» **Data**

+ + + +

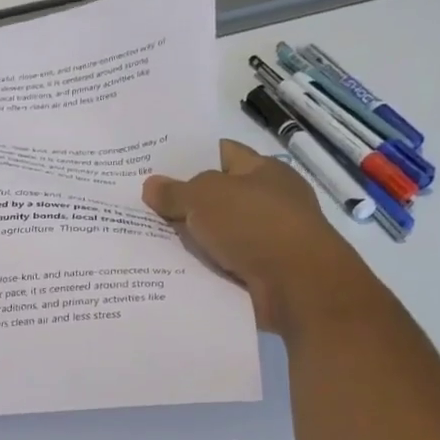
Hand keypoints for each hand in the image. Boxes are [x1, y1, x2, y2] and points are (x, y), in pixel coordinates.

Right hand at [142, 140, 372, 335]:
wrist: (297, 286)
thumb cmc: (254, 225)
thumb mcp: (205, 199)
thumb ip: (175, 192)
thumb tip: (150, 185)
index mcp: (264, 170)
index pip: (223, 153)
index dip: (191, 157)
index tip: (156, 166)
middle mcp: (269, 199)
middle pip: (218, 195)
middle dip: (184, 201)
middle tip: (142, 204)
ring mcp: (268, 237)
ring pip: (218, 232)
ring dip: (191, 238)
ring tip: (148, 239)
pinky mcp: (264, 270)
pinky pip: (223, 263)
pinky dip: (203, 266)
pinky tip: (173, 269)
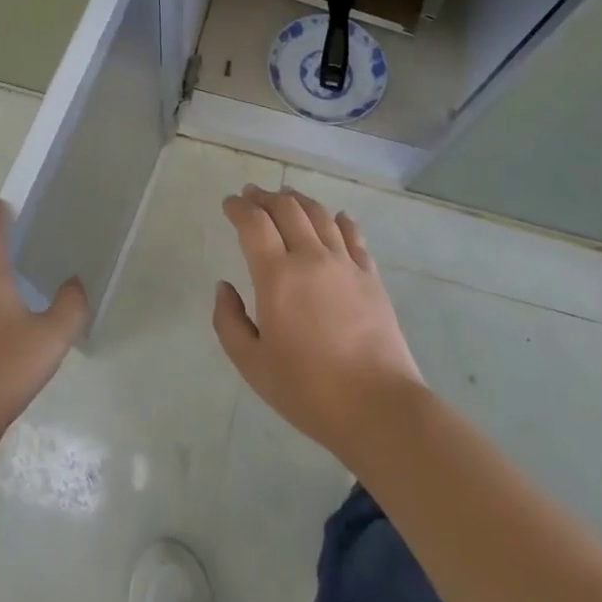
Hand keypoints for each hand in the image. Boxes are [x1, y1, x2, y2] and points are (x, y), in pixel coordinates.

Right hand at [213, 184, 425, 463]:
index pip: (254, 223)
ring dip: (299, 200)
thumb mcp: (252, 365)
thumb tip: (224, 287)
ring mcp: (345, 263)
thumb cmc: (308, 390)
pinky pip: (353, 235)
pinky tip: (336, 217)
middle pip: (287, 208)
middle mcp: (311, 257)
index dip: (238, 207)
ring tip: (287, 197)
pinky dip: (340, 220)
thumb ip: (229, 322)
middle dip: (265, 197)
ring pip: (320, 215)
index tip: (228, 204)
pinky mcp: (371, 276)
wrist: (378, 406)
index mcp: (277, 276)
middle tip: (252, 195)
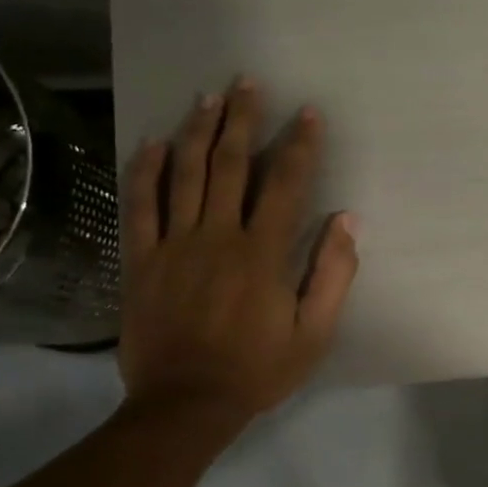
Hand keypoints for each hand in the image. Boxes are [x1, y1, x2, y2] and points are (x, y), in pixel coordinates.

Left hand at [119, 79, 358, 426]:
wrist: (186, 404)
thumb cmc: (257, 370)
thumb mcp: (314, 333)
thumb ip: (333, 275)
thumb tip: (346, 222)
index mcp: (262, 253)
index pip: (286, 184)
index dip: (299, 145)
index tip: (308, 113)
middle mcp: (218, 236)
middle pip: (231, 165)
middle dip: (242, 120)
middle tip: (248, 82)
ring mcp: (174, 245)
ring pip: (185, 175)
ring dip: (198, 131)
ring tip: (208, 97)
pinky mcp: (141, 260)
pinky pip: (140, 206)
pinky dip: (146, 172)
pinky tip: (154, 143)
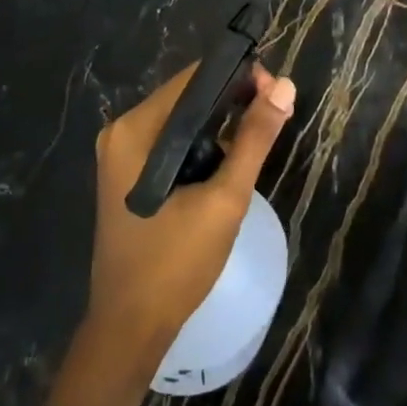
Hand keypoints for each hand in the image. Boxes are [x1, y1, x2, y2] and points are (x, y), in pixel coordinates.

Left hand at [83, 62, 295, 380]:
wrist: (130, 328)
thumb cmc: (176, 262)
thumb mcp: (225, 198)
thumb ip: (255, 138)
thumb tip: (285, 85)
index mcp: (135, 130)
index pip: (194, 79)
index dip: (238, 76)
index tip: (275, 91)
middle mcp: (121, 132)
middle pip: (186, 97)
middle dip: (232, 100)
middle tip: (274, 114)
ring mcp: (121, 155)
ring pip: (181, 121)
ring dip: (219, 124)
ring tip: (259, 135)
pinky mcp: (127, 175)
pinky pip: (170, 143)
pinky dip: (201, 144)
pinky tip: (228, 159)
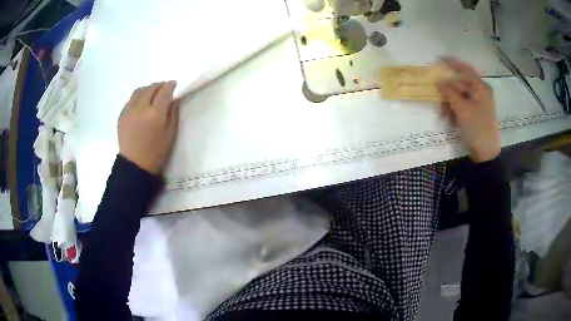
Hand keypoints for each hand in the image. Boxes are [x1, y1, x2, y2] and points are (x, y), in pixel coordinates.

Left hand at [118, 81, 180, 173]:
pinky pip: (130, 100)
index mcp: (155, 114)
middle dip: (159, 85)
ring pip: (139, 91)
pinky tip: (141, 103)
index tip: (174, 84)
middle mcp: (141, 108)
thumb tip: (174, 100)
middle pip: (151, 88)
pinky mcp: (121, 116)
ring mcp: (129, 111)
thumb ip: (173, 115)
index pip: (164, 91)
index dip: (170, 85)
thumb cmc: (155, 154)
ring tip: (152, 93)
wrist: (134, 166)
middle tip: (164, 88)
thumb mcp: (170, 136)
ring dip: (148, 88)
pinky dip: (138, 97)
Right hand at [437, 57, 500, 162]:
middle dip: (448, 91)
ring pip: (459, 96)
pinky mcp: (475, 114)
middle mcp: (480, 93)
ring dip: (449, 103)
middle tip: (437, 98)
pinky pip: (461, 106)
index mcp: (481, 88)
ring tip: (443, 115)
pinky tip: (449, 120)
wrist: (486, 155)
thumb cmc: (477, 129)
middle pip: (460, 84)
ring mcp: (478, 104)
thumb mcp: (462, 109)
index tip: (439, 59)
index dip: (452, 63)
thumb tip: (438, 80)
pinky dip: (454, 111)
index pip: (465, 69)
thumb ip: (449, 92)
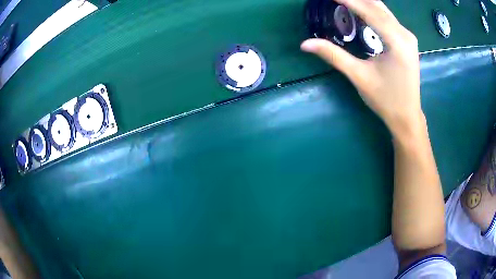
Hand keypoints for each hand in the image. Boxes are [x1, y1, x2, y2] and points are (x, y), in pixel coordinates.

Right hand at [301, 0, 422, 138]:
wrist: (407, 117)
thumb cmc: (386, 100)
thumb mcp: (359, 76)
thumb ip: (334, 56)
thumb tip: (305, 44)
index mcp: (397, 42)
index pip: (369, 11)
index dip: (348, 0)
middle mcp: (405, 34)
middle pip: (377, 6)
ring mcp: (408, 37)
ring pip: (383, 10)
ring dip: (364, 3)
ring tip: (345, 2)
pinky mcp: (407, 41)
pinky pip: (388, 18)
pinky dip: (372, 11)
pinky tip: (360, 11)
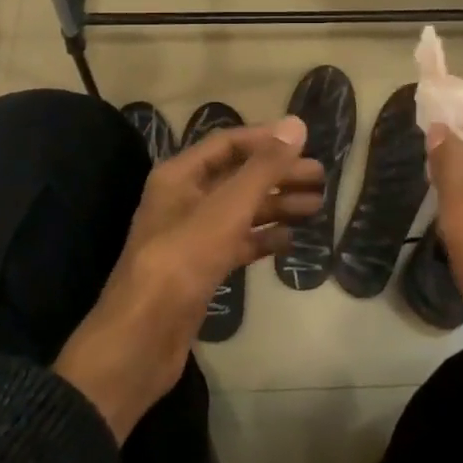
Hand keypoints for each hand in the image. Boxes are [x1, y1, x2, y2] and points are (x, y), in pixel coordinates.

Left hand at [55, 117, 322, 440]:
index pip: (228, 144)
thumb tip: (297, 124)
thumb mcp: (227, 208)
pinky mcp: (200, 270)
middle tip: (320, 177)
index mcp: (180, 175)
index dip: (266, 140)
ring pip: (240, 211)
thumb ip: (264, 167)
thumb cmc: (183, 260)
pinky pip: (237, 243)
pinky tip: (290, 241)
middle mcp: (184, 199)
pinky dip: (262, 239)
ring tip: (316, 205)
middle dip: (278, 174)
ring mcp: (192, 236)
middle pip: (238, 177)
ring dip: (276, 205)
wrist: (142, 338)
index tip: (305, 143)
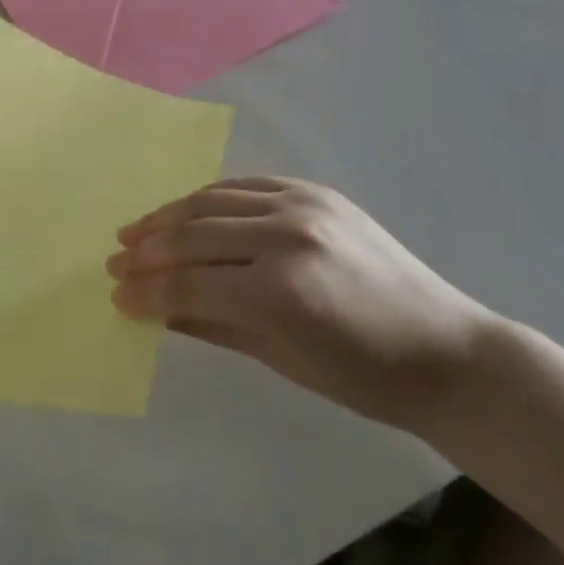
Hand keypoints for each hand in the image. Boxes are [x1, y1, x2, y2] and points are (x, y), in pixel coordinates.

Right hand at [108, 177, 496, 431]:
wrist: (448, 350)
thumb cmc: (366, 378)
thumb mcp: (282, 361)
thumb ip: (211, 325)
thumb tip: (155, 309)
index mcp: (282, 294)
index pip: (191, 285)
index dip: (148, 291)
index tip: (117, 295)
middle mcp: (285, 237)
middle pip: (193, 236)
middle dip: (147, 250)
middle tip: (115, 260)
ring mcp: (300, 206)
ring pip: (210, 201)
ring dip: (167, 216)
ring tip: (136, 230)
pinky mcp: (313, 191)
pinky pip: (243, 185)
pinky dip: (207, 197)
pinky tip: (184, 210)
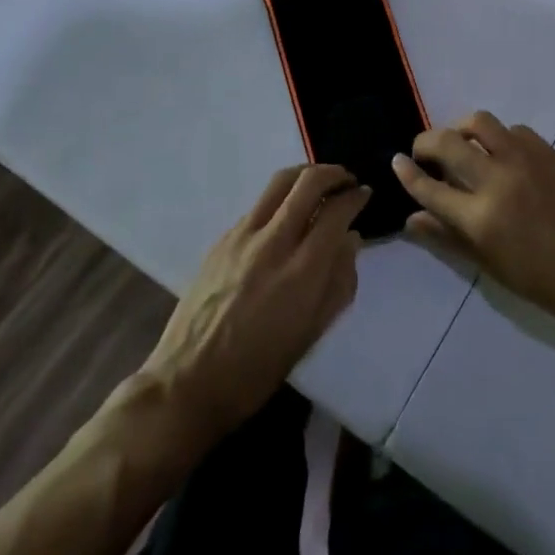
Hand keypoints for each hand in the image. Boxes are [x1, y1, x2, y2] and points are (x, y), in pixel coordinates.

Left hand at [143, 165, 368, 445]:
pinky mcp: (221, 239)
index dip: (356, 197)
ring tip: (319, 183)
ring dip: (306, 175)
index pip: (336, 212)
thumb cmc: (258, 369)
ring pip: (279, 182)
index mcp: (302, 272)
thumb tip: (351, 240)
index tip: (365, 195)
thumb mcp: (312, 334)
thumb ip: (339, 282)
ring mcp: (242, 236)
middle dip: (334, 173)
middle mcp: (273, 243)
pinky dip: (280, 199)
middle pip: (308, 183)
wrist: (189, 381)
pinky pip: (259, 204)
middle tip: (347, 180)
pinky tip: (285, 216)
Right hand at [393, 113, 554, 339]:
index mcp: (480, 218)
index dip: (407, 173)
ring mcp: (525, 159)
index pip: (429, 186)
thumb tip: (413, 220)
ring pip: (479, 122)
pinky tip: (500, 155)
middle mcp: (497, 179)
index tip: (396, 163)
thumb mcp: (493, 269)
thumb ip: (449, 239)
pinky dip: (496, 137)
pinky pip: (512, 130)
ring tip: (459, 145)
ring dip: (460, 129)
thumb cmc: (550, 285)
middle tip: (423, 153)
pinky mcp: (548, 151)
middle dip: (425, 143)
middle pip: (447, 142)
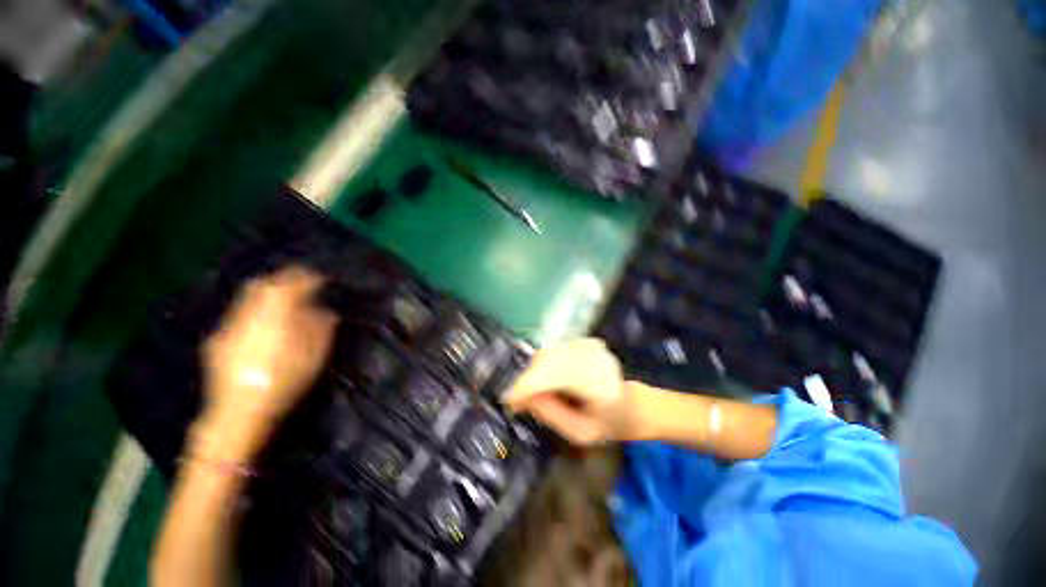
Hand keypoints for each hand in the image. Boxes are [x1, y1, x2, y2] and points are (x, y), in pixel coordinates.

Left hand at [195, 266, 338, 460]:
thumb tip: (324, 310)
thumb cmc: (284, 380)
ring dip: (267, 294)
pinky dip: (254, 310)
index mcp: (274, 313)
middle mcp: (248, 313)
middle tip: (301, 285)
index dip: (307, 277)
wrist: (239, 411)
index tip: (320, 278)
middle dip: (283, 280)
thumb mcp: (314, 353)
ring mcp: (229, 326)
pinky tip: (263, 324)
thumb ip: (320, 326)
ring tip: (284, 302)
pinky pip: (239, 314)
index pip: (291, 283)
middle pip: (262, 284)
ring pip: (247, 298)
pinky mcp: (218, 339)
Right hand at [502, 338, 632, 444]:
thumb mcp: (579, 433)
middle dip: (526, 380)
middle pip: (545, 360)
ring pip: (546, 354)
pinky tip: (548, 382)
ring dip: (533, 373)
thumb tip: (522, 398)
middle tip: (518, 402)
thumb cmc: (609, 425)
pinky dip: (542, 366)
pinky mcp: (583, 341)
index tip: (509, 402)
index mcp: (596, 381)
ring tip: (533, 394)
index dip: (525, 386)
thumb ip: (550, 413)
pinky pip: (553, 351)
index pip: (550, 374)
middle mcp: (591, 355)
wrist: (632, 404)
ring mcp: (588, 345)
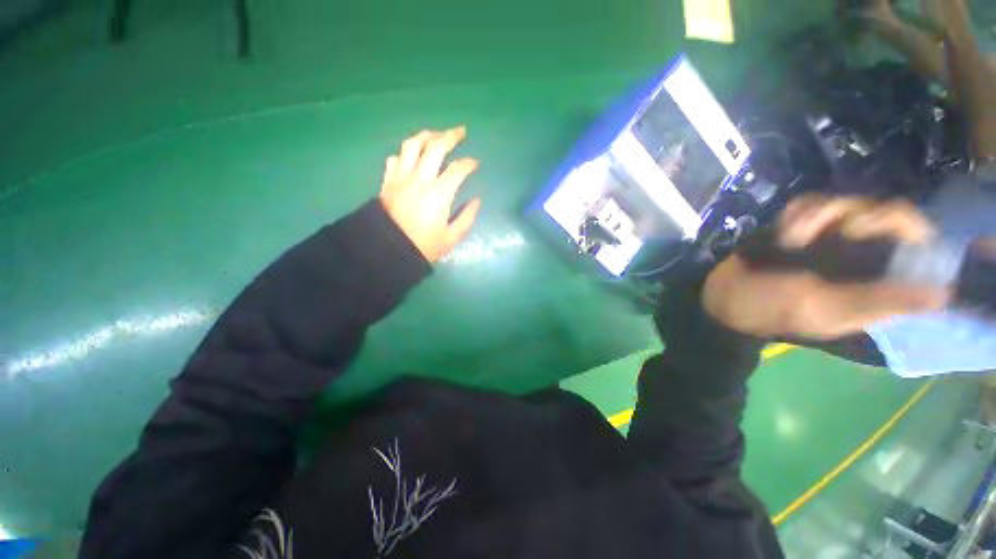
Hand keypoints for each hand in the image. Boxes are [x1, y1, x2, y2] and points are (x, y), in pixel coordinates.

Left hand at [379, 127, 481, 262]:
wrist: (387, 251)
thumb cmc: (423, 247)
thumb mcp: (451, 238)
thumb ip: (467, 218)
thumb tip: (476, 201)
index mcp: (439, 194)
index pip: (457, 169)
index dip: (469, 163)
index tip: (475, 163)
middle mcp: (420, 179)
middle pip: (435, 147)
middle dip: (450, 136)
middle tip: (460, 131)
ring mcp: (401, 178)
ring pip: (412, 146)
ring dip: (426, 136)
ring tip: (435, 135)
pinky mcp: (387, 182)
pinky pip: (395, 159)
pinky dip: (404, 153)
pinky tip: (411, 156)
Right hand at [703, 195, 949, 338]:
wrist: (723, 294)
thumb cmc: (773, 307)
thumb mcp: (826, 309)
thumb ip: (877, 301)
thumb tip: (943, 295)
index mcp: (875, 278)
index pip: (914, 239)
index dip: (903, 224)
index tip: (869, 228)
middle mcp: (861, 252)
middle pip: (882, 210)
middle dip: (852, 215)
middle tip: (824, 233)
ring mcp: (829, 235)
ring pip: (844, 201)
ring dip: (816, 216)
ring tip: (790, 239)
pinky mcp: (799, 225)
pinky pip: (811, 202)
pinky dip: (796, 213)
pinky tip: (782, 230)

+ + + +

» **Directions for this task**
In the listing above, locate the line containing "thumb ip: (173, 115)" and the line containing "pinky mcp: (475, 114)". Transcribe those two lines and everything between them, exactly as written.

» **Solution below**
thumb ip: (173, 115)
index pip: (164, 91)
index dip: (170, 85)
thumb cmc: (155, 154)
ring tip: (152, 93)
wrist: (134, 166)
middle tip: (164, 88)
thumb mcp: (170, 136)
ring dip: (148, 88)
pinky dip: (138, 97)
Right hand at [437, 57, 500, 162]:
middle dip: (448, 91)
ring pip: (459, 96)
pinky mcp: (475, 114)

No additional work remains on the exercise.